▶ _Work item_:
The expected result is every line of the records, printed exactly.

▶ _Record set_:
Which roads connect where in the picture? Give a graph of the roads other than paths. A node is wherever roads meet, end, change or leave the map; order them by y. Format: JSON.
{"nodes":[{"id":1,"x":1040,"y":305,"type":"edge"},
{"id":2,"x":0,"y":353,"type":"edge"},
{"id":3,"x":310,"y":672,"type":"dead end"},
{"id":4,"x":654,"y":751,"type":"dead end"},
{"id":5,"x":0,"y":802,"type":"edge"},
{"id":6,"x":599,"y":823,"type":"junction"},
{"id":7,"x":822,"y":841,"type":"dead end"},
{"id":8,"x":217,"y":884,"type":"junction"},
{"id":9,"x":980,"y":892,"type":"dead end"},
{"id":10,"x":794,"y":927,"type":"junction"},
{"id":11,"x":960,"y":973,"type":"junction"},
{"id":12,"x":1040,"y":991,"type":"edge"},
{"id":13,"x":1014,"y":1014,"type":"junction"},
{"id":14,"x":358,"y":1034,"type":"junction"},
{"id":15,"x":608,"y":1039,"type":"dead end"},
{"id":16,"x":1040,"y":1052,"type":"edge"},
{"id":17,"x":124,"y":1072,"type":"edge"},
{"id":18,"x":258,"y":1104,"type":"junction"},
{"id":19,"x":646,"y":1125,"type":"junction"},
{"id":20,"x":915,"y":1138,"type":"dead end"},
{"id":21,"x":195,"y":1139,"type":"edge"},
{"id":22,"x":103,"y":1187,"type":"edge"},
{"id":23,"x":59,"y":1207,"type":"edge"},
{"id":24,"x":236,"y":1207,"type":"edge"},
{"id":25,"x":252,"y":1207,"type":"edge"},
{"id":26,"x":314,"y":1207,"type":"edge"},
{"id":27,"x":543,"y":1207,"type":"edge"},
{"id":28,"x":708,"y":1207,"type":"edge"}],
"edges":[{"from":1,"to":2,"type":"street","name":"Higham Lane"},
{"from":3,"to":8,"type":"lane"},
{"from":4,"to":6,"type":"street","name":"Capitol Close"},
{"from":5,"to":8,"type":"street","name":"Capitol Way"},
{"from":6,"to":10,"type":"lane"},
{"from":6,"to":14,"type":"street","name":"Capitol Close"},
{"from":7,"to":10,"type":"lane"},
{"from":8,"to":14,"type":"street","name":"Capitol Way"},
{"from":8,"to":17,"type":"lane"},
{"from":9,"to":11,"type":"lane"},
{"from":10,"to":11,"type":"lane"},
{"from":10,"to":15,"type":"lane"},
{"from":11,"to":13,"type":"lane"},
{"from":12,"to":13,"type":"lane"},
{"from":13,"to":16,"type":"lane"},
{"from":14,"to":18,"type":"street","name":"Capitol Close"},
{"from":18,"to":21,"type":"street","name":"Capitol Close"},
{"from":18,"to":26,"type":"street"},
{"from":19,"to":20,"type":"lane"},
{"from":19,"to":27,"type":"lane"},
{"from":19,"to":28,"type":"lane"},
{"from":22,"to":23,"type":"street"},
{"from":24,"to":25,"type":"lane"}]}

▶ _Answer_:
Which roads connect where in the picture? Give a graph of the roads other than paths. A node is wherever roads meet, end, change or leave the map; order them by y. Format: JSON.
{"nodes":[{"id":1,"x":1040,"y":305,"type":"edge"},
{"id":2,"x":0,"y":353,"type":"edge"},
{"id":3,"x":310,"y":672,"type":"dead end"},
{"id":4,"x":654,"y":751,"type":"dead end"},
{"id":5,"x":0,"y":802,"type":"edge"},
{"id":6,"x":599,"y":823,"type":"junction"},
{"id":7,"x":822,"y":841,"type":"dead end"},
{"id":8,"x":217,"y":884,"type":"junction"},
{"id":9,"x":980,"y":892,"type":"dead end"},
{"id":10,"x":794,"y":927,"type":"junction"},
{"id":11,"x":960,"y":973,"type":"junction"},
{"id":12,"x":1040,"y":991,"type":"edge"},
{"id":13,"x":1014,"y":1014,"type":"junction"},
{"id":14,"x":358,"y":1034,"type":"junction"},
{"id":15,"x":608,"y":1039,"type":"dead end"},
{"id":16,"x":1040,"y":1052,"type":"edge"},
{"id":17,"x":124,"y":1072,"type":"edge"},
{"id":18,"x":258,"y":1104,"type":"junction"},
{"id":19,"x":646,"y":1125,"type":"junction"},
{"id":20,"x":915,"y":1138,"type":"dead end"},
{"id":21,"x":195,"y":1139,"type":"edge"},
{"id":22,"x":103,"y":1187,"type":"edge"},
{"id":23,"x":59,"y":1207,"type":"edge"},
{"id":24,"x":236,"y":1207,"type":"edge"},
{"id":25,"x":252,"y":1207,"type":"edge"},
{"id":26,"x":314,"y":1207,"type":"edge"},
{"id":27,"x":543,"y":1207,"type":"edge"},
{"id":28,"x":708,"y":1207,"type":"edge"}],
"edges":[{"from":1,"to":2,"type":"street","name":"Higham Lane"},
{"from":3,"to":8,"type":"lane"},
{"from":4,"to":6,"type":"street","name":"Capitol Close"},
{"from":5,"to":8,"type":"street","name":"Capitol Way"},
{"from":6,"to":10,"type":"lane"},
{"from":6,"to":14,"type":"street","name":"Capitol Close"},
{"from":7,"to":10,"type":"lane"},
{"from":8,"to":14,"type":"street","name":"Capitol Way"},
{"from":8,"to":17,"type":"lane"},
{"from":9,"to":11,"type":"lane"},
{"from":10,"to":11,"type":"lane"},
{"from":10,"to":15,"type":"lane"},
{"from":11,"to":13,"type":"lane"},
{"from":12,"to":13,"type":"lane"},
{"from":13,"to":16,"type":"lane"},
{"from":14,"to":18,"type":"street","name":"Capitol Close"},
{"from":18,"to":21,"type":"street","name":"Capitol Close"},
{"from":18,"to":26,"type":"street"},
{"from":19,"to":20,"type":"lane"},
{"from":19,"to":27,"type":"lane"},
{"from":19,"to":28,"type":"lane"},
{"from":22,"to":23,"type":"street"},
{"from":24,"to":25,"type":"lane"}]}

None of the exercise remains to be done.